**Aim of the task:**
How many lines below contain the string "tunnel"? Reply with the figure and no further words.

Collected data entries

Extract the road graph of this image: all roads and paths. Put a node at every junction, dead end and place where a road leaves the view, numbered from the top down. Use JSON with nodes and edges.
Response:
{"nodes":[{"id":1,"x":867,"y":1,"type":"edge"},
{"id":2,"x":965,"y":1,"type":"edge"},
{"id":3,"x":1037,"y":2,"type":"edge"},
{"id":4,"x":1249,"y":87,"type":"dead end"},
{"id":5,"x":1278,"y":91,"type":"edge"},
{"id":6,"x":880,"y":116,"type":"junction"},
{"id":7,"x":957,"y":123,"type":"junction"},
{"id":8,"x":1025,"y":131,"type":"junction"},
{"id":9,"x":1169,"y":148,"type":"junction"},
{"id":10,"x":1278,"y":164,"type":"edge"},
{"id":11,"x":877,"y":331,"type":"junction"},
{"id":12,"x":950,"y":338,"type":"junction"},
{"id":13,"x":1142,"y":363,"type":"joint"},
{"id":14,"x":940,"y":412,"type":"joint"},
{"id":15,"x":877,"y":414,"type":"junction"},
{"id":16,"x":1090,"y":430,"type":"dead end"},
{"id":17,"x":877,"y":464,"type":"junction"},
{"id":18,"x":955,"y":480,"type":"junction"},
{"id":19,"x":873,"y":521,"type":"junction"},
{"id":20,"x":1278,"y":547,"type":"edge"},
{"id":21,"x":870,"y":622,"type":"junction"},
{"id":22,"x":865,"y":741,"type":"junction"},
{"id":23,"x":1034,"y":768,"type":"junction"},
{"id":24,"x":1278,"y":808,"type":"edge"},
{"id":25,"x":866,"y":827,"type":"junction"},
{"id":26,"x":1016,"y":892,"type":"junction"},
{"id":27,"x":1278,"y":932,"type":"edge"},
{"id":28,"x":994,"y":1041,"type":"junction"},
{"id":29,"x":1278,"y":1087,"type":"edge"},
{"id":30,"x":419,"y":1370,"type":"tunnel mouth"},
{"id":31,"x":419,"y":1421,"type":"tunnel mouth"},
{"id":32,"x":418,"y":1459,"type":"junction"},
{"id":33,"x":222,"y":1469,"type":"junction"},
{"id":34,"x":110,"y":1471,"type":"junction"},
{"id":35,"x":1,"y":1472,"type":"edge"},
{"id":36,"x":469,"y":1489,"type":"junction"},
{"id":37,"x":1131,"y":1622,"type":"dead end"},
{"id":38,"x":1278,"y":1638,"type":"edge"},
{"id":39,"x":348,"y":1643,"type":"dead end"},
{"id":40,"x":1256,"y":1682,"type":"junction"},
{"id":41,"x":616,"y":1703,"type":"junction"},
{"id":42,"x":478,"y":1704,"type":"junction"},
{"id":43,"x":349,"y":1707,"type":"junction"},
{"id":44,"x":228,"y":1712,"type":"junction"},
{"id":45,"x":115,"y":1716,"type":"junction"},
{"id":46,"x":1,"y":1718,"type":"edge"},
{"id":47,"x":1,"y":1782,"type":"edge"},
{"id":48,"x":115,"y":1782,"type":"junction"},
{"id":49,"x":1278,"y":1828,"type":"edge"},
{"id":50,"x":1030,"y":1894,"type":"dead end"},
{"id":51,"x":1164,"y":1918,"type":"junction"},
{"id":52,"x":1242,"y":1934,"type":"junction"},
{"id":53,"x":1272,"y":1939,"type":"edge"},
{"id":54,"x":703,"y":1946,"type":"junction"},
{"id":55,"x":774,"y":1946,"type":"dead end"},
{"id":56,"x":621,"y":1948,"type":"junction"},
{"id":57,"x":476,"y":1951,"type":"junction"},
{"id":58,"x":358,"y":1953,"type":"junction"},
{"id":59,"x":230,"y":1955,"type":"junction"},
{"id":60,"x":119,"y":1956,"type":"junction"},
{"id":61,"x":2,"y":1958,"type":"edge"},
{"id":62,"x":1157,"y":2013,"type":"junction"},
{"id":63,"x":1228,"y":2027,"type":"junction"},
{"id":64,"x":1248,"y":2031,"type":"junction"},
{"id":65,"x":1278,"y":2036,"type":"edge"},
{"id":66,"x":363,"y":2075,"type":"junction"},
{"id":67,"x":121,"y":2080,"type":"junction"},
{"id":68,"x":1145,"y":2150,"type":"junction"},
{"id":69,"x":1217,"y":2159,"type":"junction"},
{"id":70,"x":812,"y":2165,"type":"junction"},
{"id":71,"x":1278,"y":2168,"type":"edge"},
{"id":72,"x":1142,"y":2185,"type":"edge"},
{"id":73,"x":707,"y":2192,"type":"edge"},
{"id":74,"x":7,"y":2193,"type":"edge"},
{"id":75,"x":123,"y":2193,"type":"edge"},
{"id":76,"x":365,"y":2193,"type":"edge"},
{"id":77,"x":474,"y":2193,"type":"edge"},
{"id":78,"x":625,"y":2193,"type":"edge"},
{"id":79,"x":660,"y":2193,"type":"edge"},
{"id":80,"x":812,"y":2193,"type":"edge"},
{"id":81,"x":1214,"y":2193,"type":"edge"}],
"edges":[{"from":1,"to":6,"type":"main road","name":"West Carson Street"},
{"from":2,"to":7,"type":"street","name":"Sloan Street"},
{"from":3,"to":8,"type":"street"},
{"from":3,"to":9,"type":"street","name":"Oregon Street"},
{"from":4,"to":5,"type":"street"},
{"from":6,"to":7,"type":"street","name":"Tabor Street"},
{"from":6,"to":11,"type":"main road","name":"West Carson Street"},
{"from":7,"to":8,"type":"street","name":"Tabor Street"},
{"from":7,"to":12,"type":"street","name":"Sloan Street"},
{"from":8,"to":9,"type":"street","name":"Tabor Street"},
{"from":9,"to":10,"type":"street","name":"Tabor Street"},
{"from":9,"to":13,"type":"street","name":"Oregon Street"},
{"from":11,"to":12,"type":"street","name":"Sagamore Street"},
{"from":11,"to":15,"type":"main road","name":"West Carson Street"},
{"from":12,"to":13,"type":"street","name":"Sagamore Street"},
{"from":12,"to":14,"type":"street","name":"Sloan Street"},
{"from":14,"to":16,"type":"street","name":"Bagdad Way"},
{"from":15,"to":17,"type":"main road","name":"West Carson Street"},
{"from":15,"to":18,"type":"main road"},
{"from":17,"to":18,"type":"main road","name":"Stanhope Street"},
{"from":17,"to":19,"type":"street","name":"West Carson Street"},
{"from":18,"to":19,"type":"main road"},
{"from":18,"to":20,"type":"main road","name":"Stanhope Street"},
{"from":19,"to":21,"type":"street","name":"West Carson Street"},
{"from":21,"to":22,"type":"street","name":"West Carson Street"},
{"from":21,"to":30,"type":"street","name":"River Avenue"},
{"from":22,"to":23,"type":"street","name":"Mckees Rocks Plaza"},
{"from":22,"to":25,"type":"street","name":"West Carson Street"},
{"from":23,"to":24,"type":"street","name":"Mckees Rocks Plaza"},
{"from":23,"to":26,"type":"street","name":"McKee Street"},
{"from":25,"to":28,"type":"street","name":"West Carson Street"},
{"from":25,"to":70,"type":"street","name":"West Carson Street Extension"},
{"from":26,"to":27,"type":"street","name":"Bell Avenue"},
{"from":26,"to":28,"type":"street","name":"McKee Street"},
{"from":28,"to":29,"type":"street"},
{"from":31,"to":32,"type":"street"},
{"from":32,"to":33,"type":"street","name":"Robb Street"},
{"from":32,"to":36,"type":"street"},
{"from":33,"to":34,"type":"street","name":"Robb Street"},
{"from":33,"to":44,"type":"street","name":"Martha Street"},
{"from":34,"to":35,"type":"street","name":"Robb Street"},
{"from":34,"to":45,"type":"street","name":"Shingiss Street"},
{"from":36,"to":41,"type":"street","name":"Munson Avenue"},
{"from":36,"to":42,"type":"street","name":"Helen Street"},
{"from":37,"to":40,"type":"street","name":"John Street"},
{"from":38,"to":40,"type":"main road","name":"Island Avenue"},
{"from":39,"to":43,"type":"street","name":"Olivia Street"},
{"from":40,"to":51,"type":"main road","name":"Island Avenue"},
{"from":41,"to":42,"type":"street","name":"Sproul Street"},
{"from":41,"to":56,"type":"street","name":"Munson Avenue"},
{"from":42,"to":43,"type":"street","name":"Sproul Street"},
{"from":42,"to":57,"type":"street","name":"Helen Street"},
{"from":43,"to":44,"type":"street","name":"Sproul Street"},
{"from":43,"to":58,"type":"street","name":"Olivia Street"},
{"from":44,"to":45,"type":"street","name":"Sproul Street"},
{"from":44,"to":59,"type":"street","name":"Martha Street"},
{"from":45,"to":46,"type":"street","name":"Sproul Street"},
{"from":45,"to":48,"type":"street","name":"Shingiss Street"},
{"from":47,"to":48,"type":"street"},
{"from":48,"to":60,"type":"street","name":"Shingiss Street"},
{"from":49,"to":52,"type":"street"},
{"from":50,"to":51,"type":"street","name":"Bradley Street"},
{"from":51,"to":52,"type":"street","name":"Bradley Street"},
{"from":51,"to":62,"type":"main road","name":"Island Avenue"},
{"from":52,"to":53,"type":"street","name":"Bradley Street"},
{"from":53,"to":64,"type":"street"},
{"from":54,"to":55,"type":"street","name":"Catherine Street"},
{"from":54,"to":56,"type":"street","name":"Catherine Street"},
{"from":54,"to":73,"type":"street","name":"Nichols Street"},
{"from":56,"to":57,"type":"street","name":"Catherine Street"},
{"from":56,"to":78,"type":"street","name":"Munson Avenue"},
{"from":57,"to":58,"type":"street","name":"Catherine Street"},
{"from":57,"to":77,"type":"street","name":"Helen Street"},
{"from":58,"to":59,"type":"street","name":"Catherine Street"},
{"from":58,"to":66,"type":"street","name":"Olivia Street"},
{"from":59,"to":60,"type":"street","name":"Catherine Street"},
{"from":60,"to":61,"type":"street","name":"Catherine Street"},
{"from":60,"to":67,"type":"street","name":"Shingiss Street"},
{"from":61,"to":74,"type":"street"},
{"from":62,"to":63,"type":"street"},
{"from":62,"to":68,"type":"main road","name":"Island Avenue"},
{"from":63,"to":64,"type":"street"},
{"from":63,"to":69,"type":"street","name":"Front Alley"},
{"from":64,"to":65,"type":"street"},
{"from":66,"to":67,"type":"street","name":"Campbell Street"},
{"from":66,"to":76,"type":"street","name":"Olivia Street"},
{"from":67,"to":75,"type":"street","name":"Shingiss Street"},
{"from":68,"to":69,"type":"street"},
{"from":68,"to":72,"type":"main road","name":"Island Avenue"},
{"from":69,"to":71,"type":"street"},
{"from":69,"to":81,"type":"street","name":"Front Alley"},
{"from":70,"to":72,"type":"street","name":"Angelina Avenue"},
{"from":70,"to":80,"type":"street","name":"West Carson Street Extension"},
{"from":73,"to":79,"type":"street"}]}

**Result for this task:**
2